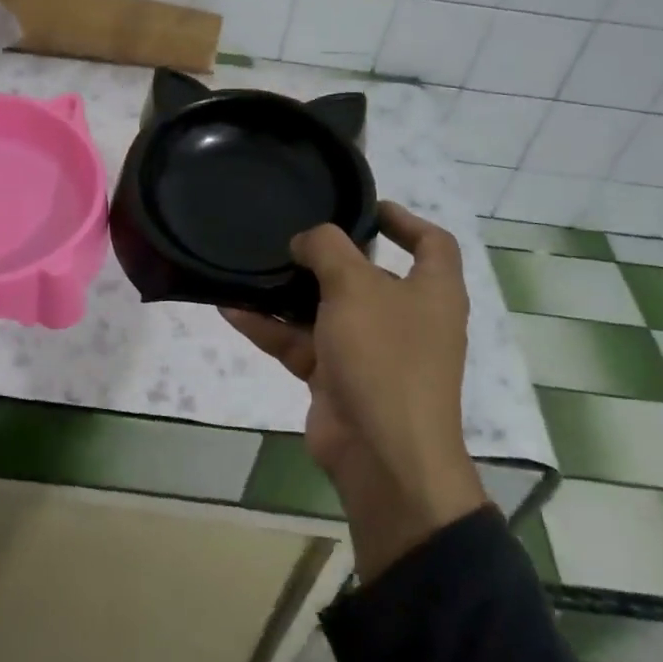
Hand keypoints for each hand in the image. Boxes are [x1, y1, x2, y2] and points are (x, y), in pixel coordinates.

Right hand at [224, 202, 485, 582]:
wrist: (382, 454)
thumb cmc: (384, 355)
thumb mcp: (355, 286)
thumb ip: (328, 248)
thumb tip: (308, 241)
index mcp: (431, 291)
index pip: (431, 243)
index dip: (404, 220)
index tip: (366, 206)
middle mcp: (406, 318)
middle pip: (368, 275)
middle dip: (329, 256)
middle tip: (290, 234)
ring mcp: (371, 351)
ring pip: (326, 310)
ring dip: (289, 292)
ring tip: (251, 266)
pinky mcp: (338, 378)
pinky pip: (301, 343)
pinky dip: (271, 328)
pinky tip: (231, 307)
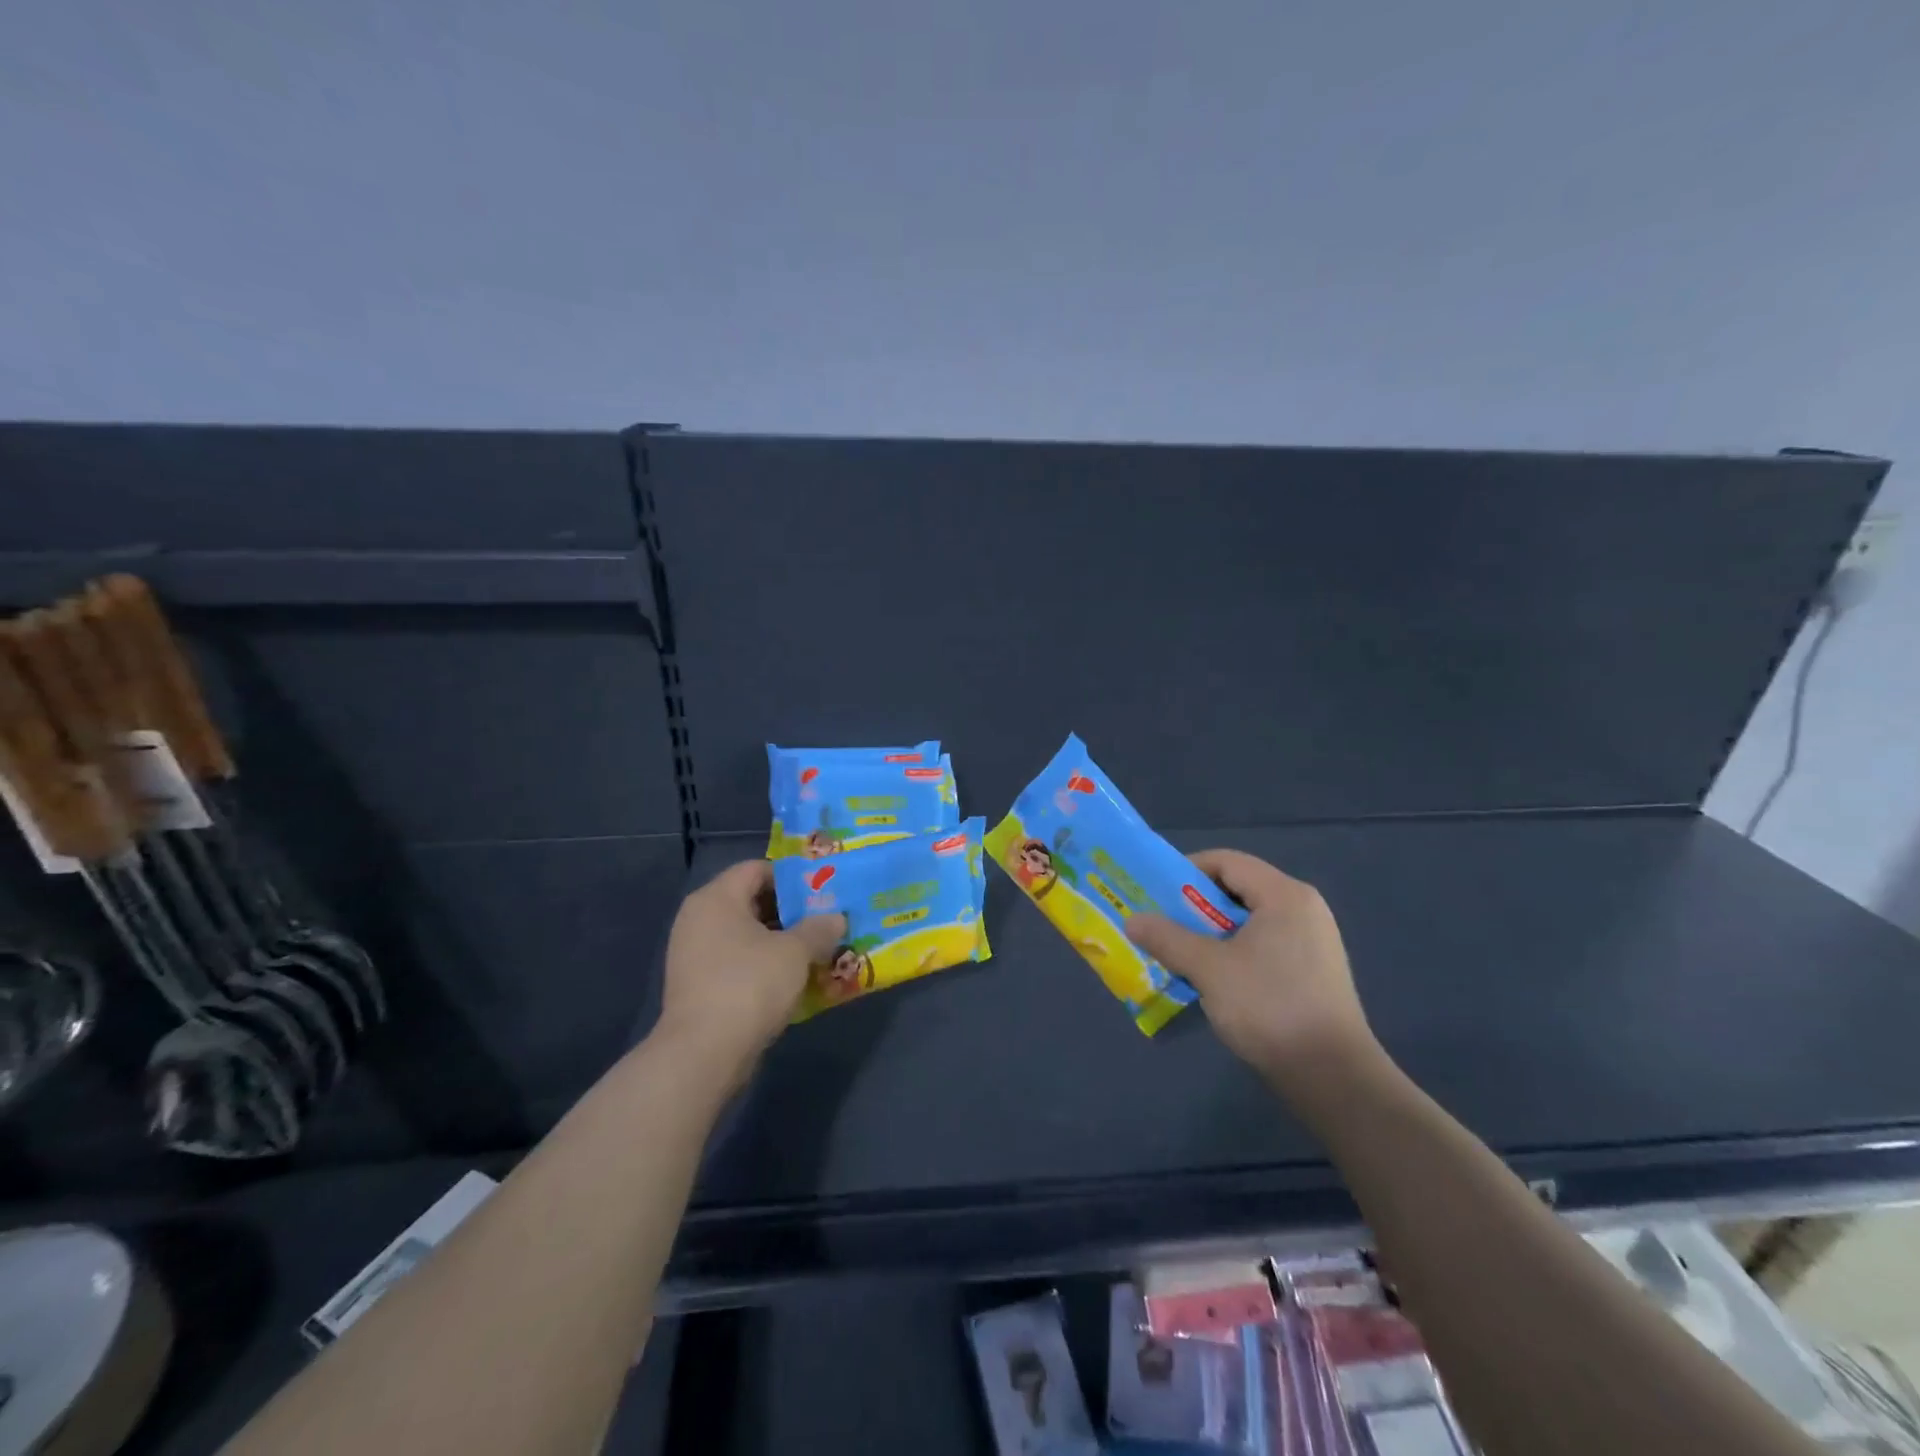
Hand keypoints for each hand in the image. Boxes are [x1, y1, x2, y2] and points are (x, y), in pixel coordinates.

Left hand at [658, 860, 846, 1077]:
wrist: (703, 1054)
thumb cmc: (749, 985)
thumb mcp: (795, 952)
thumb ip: (818, 929)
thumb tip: (836, 918)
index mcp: (716, 898)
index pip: (757, 868)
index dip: (792, 877)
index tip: (822, 892)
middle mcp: (698, 918)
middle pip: (751, 901)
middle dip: (790, 912)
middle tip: (824, 921)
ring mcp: (693, 953)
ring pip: (745, 934)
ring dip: (779, 941)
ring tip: (815, 950)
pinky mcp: (696, 984)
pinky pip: (736, 961)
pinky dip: (762, 964)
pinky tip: (792, 979)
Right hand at [1126, 850, 1382, 1103]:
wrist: (1333, 1077)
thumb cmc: (1269, 1007)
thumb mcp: (1208, 969)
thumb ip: (1167, 938)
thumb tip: (1132, 920)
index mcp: (1284, 895)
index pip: (1227, 861)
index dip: (1186, 870)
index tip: (1154, 892)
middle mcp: (1302, 909)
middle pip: (1237, 889)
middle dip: (1193, 905)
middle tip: (1159, 923)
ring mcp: (1311, 942)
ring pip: (1247, 922)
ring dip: (1209, 933)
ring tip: (1177, 953)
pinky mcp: (1311, 972)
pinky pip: (1262, 946)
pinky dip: (1231, 953)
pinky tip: (1210, 979)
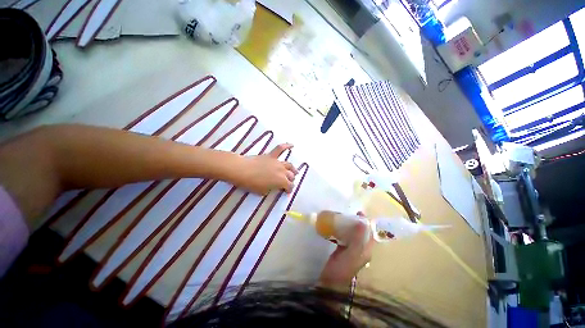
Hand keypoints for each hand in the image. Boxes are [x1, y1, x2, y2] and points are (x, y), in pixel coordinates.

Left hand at [231, 143, 297, 194]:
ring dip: (293, 169)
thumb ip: (272, 189)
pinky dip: (286, 146)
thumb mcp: (263, 191)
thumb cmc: (251, 183)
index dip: (289, 190)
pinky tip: (292, 145)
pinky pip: (280, 149)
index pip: (290, 186)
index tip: (287, 191)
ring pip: (289, 165)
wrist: (241, 170)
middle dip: (291, 180)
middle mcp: (282, 171)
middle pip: (291, 176)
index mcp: (281, 181)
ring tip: (295, 172)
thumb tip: (274, 187)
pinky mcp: (271, 156)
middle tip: (288, 183)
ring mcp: (277, 162)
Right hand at [319, 217, 373, 286]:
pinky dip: (342, 230)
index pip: (369, 233)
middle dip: (356, 222)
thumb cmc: (342, 269)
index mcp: (366, 250)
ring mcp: (351, 249)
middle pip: (361, 232)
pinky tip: (336, 226)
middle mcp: (360, 249)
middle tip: (348, 213)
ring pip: (352, 233)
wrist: (330, 283)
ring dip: (349, 225)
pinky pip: (344, 236)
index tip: (359, 212)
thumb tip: (363, 222)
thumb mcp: (351, 254)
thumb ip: (357, 239)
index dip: (366, 222)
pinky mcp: (342, 249)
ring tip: (341, 217)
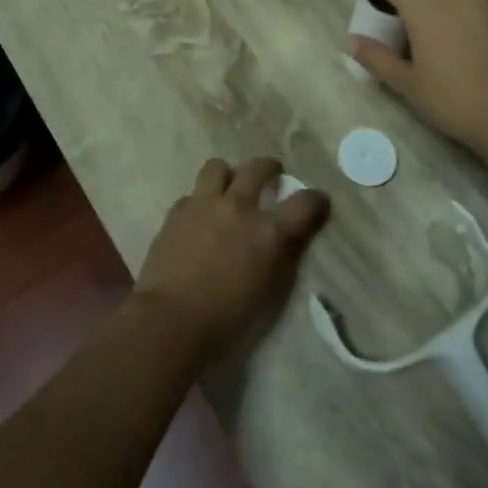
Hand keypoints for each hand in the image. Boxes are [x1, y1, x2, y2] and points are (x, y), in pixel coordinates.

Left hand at [134, 157, 328, 358]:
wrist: (169, 321)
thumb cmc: (225, 320)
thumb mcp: (267, 292)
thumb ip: (279, 258)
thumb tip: (286, 240)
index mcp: (268, 232)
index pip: (304, 203)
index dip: (316, 200)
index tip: (318, 202)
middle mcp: (238, 207)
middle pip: (258, 168)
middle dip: (269, 167)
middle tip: (271, 174)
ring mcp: (204, 204)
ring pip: (218, 167)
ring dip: (227, 175)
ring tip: (227, 188)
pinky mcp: (177, 211)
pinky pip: (192, 194)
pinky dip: (199, 201)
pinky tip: (197, 218)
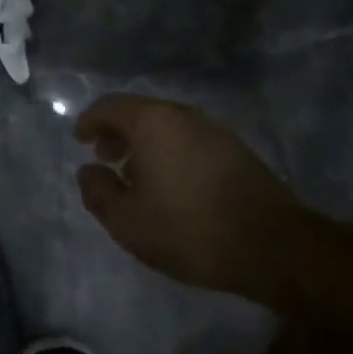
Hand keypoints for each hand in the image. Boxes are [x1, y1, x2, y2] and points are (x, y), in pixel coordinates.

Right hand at [74, 93, 305, 304]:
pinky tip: (171, 185)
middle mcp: (184, 116)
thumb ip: (98, 191)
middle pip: (141, 112)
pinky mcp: (238, 152)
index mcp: (153, 122)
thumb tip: (88, 171)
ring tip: (135, 176)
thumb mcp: (126, 220)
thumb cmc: (188, 229)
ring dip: (145, 144)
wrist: (273, 246)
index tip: (79, 139)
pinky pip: (190, 141)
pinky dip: (170, 153)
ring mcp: (216, 131)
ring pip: (168, 127)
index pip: (110, 106)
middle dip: (117, 132)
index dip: (90, 121)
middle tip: (104, 158)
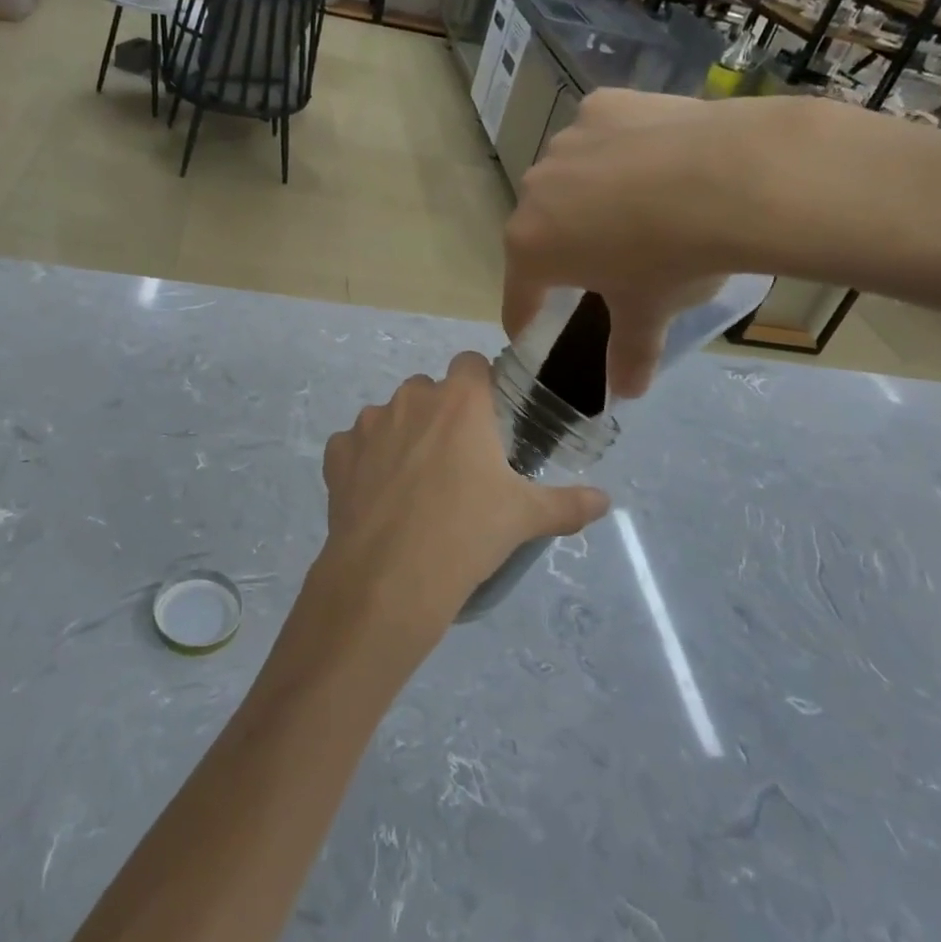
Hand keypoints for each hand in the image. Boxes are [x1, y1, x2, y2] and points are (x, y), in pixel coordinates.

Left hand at [303, 352, 607, 665]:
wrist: (390, 578)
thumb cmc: (467, 533)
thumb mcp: (525, 518)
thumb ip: (568, 504)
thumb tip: (604, 501)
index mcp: (460, 401)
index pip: (471, 364)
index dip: (481, 386)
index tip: (488, 422)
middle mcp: (411, 399)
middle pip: (429, 390)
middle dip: (441, 414)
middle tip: (456, 461)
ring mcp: (368, 424)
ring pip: (390, 415)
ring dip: (402, 436)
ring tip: (414, 484)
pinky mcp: (337, 454)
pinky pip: (354, 446)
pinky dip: (364, 462)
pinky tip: (378, 497)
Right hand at [503, 90, 802, 397]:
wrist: (732, 177)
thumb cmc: (673, 258)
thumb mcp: (649, 313)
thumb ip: (629, 353)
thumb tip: (627, 393)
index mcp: (531, 246)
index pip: (518, 293)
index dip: (525, 317)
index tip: (531, 329)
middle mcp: (534, 189)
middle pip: (540, 230)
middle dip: (562, 250)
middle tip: (602, 265)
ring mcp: (567, 141)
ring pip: (568, 179)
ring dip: (588, 197)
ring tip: (638, 207)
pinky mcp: (602, 105)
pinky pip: (599, 137)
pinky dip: (616, 151)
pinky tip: (654, 160)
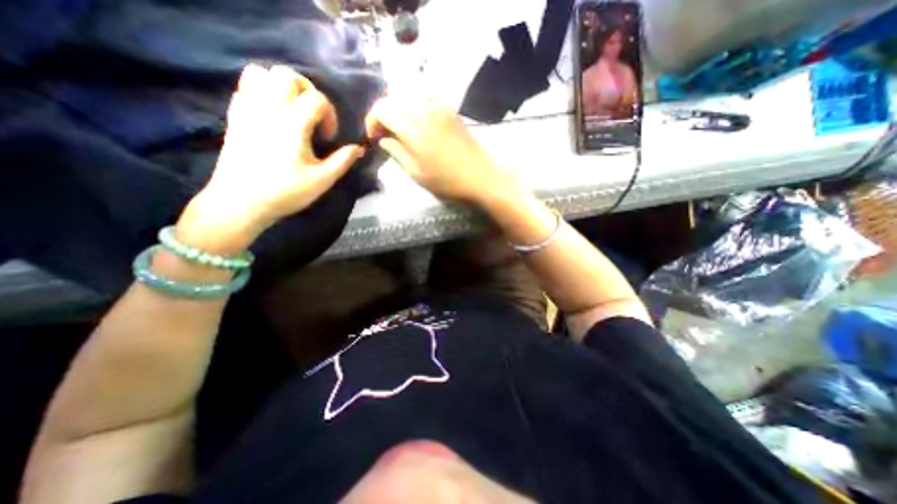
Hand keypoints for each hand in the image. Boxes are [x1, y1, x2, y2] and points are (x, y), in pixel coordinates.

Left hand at [178, 65, 363, 254]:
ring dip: (284, 87)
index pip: (317, 98)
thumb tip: (359, 148)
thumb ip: (342, 161)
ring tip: (294, 110)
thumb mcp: (322, 180)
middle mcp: (268, 107)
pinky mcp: (235, 114)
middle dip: (308, 91)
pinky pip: (247, 85)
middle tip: (314, 116)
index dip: (330, 115)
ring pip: (263, 73)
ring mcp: (247, 108)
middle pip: (288, 75)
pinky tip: (274, 114)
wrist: (241, 202)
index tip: (329, 138)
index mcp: (292, 124)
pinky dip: (264, 90)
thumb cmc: (286, 192)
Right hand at [362, 96, 518, 205]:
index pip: (382, 109)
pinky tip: (419, 124)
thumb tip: (383, 140)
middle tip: (386, 133)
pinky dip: (415, 107)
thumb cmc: (448, 181)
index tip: (374, 137)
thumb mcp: (418, 174)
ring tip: (401, 128)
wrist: (480, 176)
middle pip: (394, 98)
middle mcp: (425, 112)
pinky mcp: (451, 111)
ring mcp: (440, 109)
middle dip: (384, 112)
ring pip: (410, 95)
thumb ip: (397, 153)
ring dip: (399, 108)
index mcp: (414, 131)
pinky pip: (426, 99)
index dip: (372, 120)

────────

## What you should do
Excluding the pictures, transcribe each entry above word for word.

## Result below
Hand keypoints for each hand in the image. Boxes are [x1, y1, x2, y2] and points are (x, y), in pixel coordinates.

Right hand at [224, 202, 485, 582]:
wrist: (382, 454)
thumb cmc: (384, 355)
thumb mcp: (355, 286)
thumb ip: (328, 248)
thumb tip: (308, 241)
index mcp: (431, 291)
index pip: (431, 243)
index dip: (404, 220)
index tip: (366, 206)
middle mcp: (406, 318)
middle pip: (368, 275)
middle dip: (329, 256)
middle tip: (290, 234)
ring mcp: (371, 351)
ring pip: (326, 310)
ring dip: (289, 292)
ring tip: (251, 266)
pinky mcp: (338, 378)
pinky pip: (301, 343)
pinky dip: (271, 328)
pinky tip: (231, 307)
Hand keypoints for each hand in the image. Boxes are [x1, y1, x2, y2] and points are (x, y), in pixel coordinates.

Left hand at [658, 860, 846, 1077]:
wrist: (703, 1054)
thumb cmc: (749, 985)
thumb mcp: (795, 952)
thumb ip: (818, 929)
thumb tip: (836, 918)
index mcp: (716, 898)
index pip: (757, 868)
index dip: (792, 877)
index tip: (822, 892)
middle mcp: (698, 918)
middle pip: (751, 901)
middle dip: (790, 912)
middle tip: (824, 921)
ring mcp: (693, 953)
ring pip: (745, 934)
ring dip: (779, 941)
ring tip: (815, 950)
pinky mcp: (696, 984)
pinky pip: (736, 961)
pinky dip: (762, 964)
pinky tip: (792, 979)
Right hand at [1126, 850, 1382, 1103]:
wrist: (1333, 1077)
thumb cmc: (1269, 1007)
thumb mcp: (1208, 969)
thumb ip: (1167, 938)
thumb tip: (1132, 920)
index mcp: (1284, 895)
index pip: (1227, 861)
index dip: (1186, 870)
index tip: (1154, 892)
middle mcp: (1302, 909)
middle pip: (1237, 889)
middle dip: (1193, 905)
middle tip: (1159, 923)
ring mcp: (1311, 942)
ring pip: (1247, 922)
ring dip: (1209, 933)
ring tip: (1177, 953)
pinky mcp: (1311, 972)
pinky pip: (1262, 946)
pinky dip: (1231, 953)
pinky tip: (1210, 979)
Hand keypoints for each hand in the image. Boxes are [x1, y1, x2, y2] and points are (x, y), in pixel coordinates.

Left hand at [231, 143, 297, 194]:
ring dip: (293, 169)
thumb ip: (272, 189)
pinky dip: (286, 146)
thumb mcp: (263, 191)
thumb cmc: (251, 183)
index dip: (289, 190)
pinky tip: (292, 145)
pinky pip: (280, 149)
index pip: (290, 186)
index tip: (287, 191)
ring pip: (289, 165)
wrist: (241, 170)
middle dip: (291, 180)
middle mcp: (282, 171)
middle pip: (291, 176)
index mcp: (281, 181)
ring tip: (295, 172)
thumb tip: (274, 187)
pinky mcp: (271, 156)
middle tip: (288, 183)
ring mcp: (277, 162)
Right hand at [319, 217, 373, 286]:
pinky dip: (342, 230)
index pip: (369, 233)
middle dip: (356, 222)
thumb cmc: (342, 269)
index mcp: (366, 250)
ring mcp: (351, 249)
middle pip: (361, 232)
pinky tip: (336, 226)
middle mcp: (360, 249)
middle tip: (348, 213)
ring pip: (352, 233)
wrist: (330, 283)
ring dip: (349, 225)
pinky pip: (344, 236)
index tip: (359, 212)
thumb tip: (363, 222)
thumb mcp: (351, 254)
thumb ip: (357, 239)
index dip: (366, 222)
pinky mcp: (342, 249)
ring tip: (341, 217)
Hand keypoints for each hand in the image. Boxes are [x1, y1, x2, y2] and points are (x, y), in pixel coordinates.

Left hand at [134, 157, 328, 358]:
wrist: (169, 321)
thumb cmc: (225, 320)
thumb mcp: (267, 292)
thumb ip: (279, 258)
thumb tip: (286, 240)
index mcp: (268, 232)
index pip: (304, 203)
index dip: (316, 200)
index tip: (318, 202)
middle mcp: (238, 207)
middle pip: (258, 168)
middle dip: (269, 167)
middle tip: (271, 174)
ring mcp: (204, 204)
ring pip: (218, 167)
ring dip: (227, 175)
ring tip: (227, 188)
pinky mcp: (177, 211)
pinky pip: (192, 194)
pinky dip: (199, 201)
pinky tip: (197, 218)
Hand keypoints for each hand in the image. Boxes are [x1, y1, x2, y2] and points are (x, y), in pixel coordinates.

Right hand at [74, 93, 305, 304]:
pinky tip: (171, 185)
middle mcp: (184, 116)
thumb ip: (98, 191)
middle pip: (141, 112)
pinky mcp: (238, 152)
index mcp: (153, 122)
thumb tip: (88, 171)
ring tip: (135, 176)
thumb mcp: (126, 220)
thumb cmc: (188, 229)
ring dip: (145, 144)
wrist: (273, 246)
index tip: (79, 139)
pinky pip: (190, 141)
pinky dip: (170, 153)
ring mcp: (216, 131)
ring pip: (168, 127)
index pip: (110, 106)
middle dip: (117, 132)
index dip: (90, 121)
middle tip: (104, 158)
Hand keypoints for each hand in the image. Boxes are [x1, y1, x2, y2] and points are (x, y), in pixel coordinates.

Left hand at [303, 352, 607, 665]:
wrist: (390, 578)
thumb cmc: (467, 533)
thumb mcp: (525, 518)
thumb ip: (568, 504)
thumb tip: (604, 501)
index mcp: (460, 401)
index pip: (471, 364)
index dip: (481, 386)
index tip: (488, 422)
middle mcp: (411, 399)
middle pip: (429, 390)
middle dip: (441, 414)
middle tip: (456, 461)
ring mcp: (368, 424)
ring pip: (390, 415)
ring dip: (402, 436)
ring tip: (414, 484)
pinky mcp: (337, 454)
pinky pip: (354, 446)
pinky dip: (364, 462)
pinky tip: (378, 497)
Right hand at [503, 90, 802, 397]:
wrist: (732, 177)
thumb cmc: (673, 258)
thumb mcp: (649, 313)
thumb ip: (629, 353)
thumb tip: (627, 393)
index mcp: (531, 246)
index pip: (518, 293)
index dip: (525, 317)
index tip: (531, 329)
middle mcp: (534, 189)
middle pip: (540, 230)
middle dip: (562, 250)
middle tip: (602, 265)
ring mcp: (567, 141)
ring pip: (568, 179)
ring dip: (588, 197)
ring tip: (638, 207)
pinky mcp: (602, 105)
pinky pip: (599, 137)
pinky dip: (616, 151)
pinky tip: (654, 160)
Hand keypoints for each hand in the image. Boxes are [x1, y1, x2, y2] and points are (x, y), in pixel coordinates.

Left hand at [178, 65, 363, 254]:
ring dip: (284, 87)
index pip: (317, 98)
thumb tip: (359, 148)
thumb ip: (342, 161)
ring tip: (294, 110)
thumb mcp: (322, 180)
middle mcp: (268, 107)
pinky mcp: (235, 114)
middle dip: (308, 91)
pinky pip: (247, 85)
middle tip: (314, 116)
index dip: (330, 115)
ring pip: (263, 73)
ring mcp: (247, 108)
middle pip: (288, 75)
pinky tip: (274, 114)
wrist: (241, 202)
index tip: (329, 138)
index mcp: (292, 124)
pinky dip: (264, 90)
thumb cmc: (286, 192)
Right hand at [362, 96, 518, 205]:
index pip: (382, 109)
pinky tip: (419, 124)
thumb tip: (383, 140)
middle tip: (386, 133)
pinky dip: (415, 107)
thumb cmc: (448, 181)
index tip: (374, 137)
thumb mcp: (418, 174)
ring tip: (401, 128)
wrist: (480, 176)
middle pip: (394, 98)
middle mcp: (425, 112)
pinky mcp: (451, 111)
ring mcp: (440, 109)
middle dip: (384, 112)
ring pip: (410, 95)
thumb ip: (397, 153)
ring dip: (399, 108)
index mcp: (414, 131)
pinky pip: (426, 99)
index dip: (372, 120)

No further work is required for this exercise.